I am trying to learn using NLTK package in python. In particular, I need to use the penn tree bank dataset in NLTK. As far as I know, if I call nltk.download('treebank')
, I can get 5% of the data set. However, I have a complete dataset in the tar.gz file and I want to use it. It says here that:
If you have access to the full Penn Treebank installation, NLTK can be configured to download it. Download the ptb package and in the directory nltk_data / corpora / ptb place the BROWN and WSJ directories of the Treebank installation (symbolic links also work). then use the ptb module instead of treebank:
So, I opened python from the terminal, imported nltk and typed nltk.download('ptb')

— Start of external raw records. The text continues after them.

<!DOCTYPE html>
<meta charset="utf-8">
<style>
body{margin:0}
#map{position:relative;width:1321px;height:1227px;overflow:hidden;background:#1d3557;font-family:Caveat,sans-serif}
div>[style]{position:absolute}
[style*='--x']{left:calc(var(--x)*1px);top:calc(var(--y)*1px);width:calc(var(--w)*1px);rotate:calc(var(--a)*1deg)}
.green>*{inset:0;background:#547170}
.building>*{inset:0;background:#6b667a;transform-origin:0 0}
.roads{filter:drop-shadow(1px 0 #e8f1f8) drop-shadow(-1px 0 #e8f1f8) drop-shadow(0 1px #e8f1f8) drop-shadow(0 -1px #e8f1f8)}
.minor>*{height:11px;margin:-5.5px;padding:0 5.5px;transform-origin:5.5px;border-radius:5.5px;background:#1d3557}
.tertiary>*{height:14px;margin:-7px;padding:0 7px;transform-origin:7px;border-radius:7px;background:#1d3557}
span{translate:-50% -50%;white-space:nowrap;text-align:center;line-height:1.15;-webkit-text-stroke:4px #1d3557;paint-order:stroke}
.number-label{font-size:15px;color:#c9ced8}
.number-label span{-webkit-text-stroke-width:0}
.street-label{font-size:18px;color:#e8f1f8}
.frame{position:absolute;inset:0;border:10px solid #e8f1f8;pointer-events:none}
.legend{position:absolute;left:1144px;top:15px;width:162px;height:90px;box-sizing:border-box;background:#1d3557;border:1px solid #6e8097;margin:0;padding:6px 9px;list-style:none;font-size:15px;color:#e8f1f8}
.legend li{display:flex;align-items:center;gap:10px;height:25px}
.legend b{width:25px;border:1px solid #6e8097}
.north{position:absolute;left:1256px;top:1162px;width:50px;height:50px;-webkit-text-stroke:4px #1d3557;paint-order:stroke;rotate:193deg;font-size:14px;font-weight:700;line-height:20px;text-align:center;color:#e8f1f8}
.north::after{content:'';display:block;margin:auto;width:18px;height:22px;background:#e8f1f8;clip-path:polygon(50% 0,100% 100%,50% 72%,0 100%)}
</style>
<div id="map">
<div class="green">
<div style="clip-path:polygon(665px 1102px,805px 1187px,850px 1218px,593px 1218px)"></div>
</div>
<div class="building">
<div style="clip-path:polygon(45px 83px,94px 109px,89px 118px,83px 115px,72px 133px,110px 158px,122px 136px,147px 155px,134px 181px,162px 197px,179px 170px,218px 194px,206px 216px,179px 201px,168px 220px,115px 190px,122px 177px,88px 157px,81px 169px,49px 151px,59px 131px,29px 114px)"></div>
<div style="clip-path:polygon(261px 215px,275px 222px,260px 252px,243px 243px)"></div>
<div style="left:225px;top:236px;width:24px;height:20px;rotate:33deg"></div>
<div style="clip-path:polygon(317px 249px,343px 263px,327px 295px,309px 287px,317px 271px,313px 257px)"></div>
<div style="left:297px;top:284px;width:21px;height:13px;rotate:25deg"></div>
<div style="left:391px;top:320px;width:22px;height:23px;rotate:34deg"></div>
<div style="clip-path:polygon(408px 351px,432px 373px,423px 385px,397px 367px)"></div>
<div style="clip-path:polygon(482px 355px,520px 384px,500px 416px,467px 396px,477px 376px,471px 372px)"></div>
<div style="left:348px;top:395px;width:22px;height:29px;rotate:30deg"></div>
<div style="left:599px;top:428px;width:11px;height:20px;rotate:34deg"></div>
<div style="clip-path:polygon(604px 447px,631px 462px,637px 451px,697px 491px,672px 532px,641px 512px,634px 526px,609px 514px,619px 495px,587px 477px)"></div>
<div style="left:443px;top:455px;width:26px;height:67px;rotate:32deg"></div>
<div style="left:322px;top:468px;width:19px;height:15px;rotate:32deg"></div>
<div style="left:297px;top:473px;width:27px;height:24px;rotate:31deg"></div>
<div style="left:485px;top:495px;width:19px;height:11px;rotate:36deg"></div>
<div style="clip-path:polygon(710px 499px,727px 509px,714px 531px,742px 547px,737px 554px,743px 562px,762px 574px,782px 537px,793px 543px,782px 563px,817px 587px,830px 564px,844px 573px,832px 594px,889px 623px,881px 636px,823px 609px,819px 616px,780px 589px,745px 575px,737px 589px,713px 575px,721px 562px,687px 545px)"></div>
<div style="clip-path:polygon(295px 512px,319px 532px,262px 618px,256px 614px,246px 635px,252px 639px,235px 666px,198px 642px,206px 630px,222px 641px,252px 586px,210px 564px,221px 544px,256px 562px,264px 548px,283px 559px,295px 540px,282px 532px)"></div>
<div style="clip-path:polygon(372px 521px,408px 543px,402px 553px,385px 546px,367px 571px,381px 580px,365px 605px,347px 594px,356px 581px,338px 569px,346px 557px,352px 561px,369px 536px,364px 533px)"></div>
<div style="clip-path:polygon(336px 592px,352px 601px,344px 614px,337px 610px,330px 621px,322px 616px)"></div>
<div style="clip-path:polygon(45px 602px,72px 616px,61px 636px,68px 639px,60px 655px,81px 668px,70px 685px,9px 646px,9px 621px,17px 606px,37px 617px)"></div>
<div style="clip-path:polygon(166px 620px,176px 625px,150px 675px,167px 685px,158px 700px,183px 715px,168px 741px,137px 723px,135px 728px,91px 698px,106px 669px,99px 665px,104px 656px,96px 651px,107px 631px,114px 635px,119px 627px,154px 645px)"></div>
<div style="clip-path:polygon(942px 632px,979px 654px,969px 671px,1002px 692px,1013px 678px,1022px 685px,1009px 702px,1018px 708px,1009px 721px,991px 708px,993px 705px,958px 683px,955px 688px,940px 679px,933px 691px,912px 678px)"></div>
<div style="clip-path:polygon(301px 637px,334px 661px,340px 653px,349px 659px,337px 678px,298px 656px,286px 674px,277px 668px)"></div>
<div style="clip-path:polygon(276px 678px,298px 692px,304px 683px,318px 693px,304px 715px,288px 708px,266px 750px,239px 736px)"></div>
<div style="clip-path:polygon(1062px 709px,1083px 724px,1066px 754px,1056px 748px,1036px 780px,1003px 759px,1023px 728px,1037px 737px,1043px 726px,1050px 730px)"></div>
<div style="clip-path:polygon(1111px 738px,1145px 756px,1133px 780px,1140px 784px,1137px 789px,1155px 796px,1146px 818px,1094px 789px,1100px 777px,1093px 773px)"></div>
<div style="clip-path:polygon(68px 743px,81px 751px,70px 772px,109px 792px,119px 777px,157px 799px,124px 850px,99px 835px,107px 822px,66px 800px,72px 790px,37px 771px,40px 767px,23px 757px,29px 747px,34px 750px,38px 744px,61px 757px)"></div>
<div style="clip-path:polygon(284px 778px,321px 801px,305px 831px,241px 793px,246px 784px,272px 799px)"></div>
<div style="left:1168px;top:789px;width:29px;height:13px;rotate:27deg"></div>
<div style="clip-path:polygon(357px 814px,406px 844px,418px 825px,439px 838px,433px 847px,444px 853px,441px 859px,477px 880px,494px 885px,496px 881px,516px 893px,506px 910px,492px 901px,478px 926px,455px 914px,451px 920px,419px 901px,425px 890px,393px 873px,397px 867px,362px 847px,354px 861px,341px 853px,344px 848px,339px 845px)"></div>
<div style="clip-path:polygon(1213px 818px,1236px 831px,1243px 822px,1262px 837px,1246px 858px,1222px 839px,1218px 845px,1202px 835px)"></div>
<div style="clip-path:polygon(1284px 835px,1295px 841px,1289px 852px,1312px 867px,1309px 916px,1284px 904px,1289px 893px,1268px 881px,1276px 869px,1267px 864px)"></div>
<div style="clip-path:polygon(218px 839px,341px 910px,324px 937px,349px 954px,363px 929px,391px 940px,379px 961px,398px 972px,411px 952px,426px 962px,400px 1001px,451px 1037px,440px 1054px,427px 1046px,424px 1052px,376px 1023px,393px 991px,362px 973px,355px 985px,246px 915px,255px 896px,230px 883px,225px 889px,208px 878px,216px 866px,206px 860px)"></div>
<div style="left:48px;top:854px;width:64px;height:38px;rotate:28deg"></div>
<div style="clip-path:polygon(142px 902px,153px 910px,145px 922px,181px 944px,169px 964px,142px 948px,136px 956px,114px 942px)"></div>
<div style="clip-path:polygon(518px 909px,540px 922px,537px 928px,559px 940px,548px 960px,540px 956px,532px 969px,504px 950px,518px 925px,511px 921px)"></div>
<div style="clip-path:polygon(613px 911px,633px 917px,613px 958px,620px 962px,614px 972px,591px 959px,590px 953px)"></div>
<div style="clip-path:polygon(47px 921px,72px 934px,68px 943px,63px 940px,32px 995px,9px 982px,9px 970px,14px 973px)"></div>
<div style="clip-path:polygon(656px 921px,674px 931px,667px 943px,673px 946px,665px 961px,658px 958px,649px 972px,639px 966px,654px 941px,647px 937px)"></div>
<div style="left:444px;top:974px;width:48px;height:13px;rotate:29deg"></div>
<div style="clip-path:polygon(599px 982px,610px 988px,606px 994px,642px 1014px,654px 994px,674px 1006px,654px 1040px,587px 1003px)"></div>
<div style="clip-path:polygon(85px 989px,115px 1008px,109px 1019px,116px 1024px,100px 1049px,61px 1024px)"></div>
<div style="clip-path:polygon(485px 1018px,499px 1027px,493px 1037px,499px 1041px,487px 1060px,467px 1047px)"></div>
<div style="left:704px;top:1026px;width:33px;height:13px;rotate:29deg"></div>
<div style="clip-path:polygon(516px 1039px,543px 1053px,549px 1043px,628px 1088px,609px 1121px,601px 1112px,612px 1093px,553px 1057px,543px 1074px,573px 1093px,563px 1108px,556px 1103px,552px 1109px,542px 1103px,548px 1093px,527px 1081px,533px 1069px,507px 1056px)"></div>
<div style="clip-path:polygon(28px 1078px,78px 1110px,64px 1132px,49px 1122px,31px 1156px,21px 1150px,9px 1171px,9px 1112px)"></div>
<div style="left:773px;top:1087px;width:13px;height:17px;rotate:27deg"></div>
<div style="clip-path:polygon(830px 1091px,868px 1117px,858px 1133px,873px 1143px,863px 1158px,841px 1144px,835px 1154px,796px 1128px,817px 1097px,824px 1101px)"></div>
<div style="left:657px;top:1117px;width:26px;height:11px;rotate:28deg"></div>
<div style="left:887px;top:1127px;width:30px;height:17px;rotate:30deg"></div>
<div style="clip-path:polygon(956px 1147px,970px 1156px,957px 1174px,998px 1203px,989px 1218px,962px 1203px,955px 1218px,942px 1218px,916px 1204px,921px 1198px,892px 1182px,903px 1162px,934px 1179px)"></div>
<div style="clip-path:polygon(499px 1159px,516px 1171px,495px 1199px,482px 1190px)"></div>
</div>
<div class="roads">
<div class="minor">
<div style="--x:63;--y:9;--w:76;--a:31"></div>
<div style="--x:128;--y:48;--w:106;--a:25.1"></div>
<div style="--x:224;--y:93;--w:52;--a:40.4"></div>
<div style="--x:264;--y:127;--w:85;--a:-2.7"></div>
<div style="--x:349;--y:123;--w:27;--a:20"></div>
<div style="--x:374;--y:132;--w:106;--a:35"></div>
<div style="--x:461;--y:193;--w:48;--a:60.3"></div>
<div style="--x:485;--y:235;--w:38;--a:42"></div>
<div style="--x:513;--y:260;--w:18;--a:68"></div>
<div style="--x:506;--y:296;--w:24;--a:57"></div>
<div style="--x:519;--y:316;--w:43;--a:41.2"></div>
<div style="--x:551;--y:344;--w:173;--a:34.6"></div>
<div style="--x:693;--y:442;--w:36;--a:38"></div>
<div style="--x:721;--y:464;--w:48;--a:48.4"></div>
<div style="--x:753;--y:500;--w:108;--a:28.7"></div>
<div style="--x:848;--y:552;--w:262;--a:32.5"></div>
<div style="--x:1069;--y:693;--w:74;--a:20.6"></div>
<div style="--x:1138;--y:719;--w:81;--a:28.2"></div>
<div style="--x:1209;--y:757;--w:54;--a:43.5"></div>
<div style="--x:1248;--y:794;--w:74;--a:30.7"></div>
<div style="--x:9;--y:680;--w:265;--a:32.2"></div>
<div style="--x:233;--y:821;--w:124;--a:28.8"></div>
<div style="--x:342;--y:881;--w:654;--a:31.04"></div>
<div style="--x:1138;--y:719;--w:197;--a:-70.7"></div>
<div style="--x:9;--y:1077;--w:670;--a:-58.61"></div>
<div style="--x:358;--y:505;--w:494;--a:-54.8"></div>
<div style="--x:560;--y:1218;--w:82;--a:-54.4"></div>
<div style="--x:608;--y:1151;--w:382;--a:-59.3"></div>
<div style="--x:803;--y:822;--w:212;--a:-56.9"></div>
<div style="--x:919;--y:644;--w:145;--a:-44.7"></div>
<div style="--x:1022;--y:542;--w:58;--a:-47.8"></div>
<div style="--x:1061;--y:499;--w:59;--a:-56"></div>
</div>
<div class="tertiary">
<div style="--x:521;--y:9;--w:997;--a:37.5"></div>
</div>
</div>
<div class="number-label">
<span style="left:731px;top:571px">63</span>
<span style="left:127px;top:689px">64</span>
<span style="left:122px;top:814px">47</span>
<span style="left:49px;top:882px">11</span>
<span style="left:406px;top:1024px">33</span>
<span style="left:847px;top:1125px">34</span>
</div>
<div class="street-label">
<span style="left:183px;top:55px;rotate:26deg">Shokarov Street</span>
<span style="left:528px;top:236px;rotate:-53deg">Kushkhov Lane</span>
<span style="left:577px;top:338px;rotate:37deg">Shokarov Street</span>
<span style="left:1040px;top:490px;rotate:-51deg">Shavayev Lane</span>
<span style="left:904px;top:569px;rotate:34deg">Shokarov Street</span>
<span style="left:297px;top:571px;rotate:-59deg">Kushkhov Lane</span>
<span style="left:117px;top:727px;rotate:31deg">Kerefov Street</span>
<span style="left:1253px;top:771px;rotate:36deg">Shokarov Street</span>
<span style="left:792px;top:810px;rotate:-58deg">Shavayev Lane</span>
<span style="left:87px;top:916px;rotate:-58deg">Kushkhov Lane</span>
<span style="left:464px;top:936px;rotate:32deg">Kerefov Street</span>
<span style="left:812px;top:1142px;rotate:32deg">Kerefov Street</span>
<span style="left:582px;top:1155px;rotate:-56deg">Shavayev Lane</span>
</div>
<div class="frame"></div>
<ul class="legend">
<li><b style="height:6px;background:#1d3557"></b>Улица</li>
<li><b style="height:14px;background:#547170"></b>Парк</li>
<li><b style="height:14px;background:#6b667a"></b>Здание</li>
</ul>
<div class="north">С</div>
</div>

. Using this command, the "ptb" directory was created in my ~/nltk_data
. In the end, I now have the ~/nltk_data/ptb
. Inside, as suggested in the link above, I placed the folder of my dataset. So this is my final directory hierarchy.
$: pwd $: ~/nltk_data/corpora/ptb/WSJ $: ls $:00 02 04 06 08 10 12 14 16 18 20 22 24 01 03 05 07 09 11 13 15 17 19 21 23 merge.log
Inside all folders from 00 to 24 there are many .mrg
files, such as wsj_0001.mrg , wsj_0002.mrg
, etc.
Now back to my question. Again, according to here :
I should be able to get the file IDs if I write the following:
>>> from nltk.corpus import ptb >>> print(ptb.fileids())
Unfortunately, when I type print(ptb.fileids())
, I got an empty array.
>>> print(ptb.fileids()) []
Is there anyone who could help me?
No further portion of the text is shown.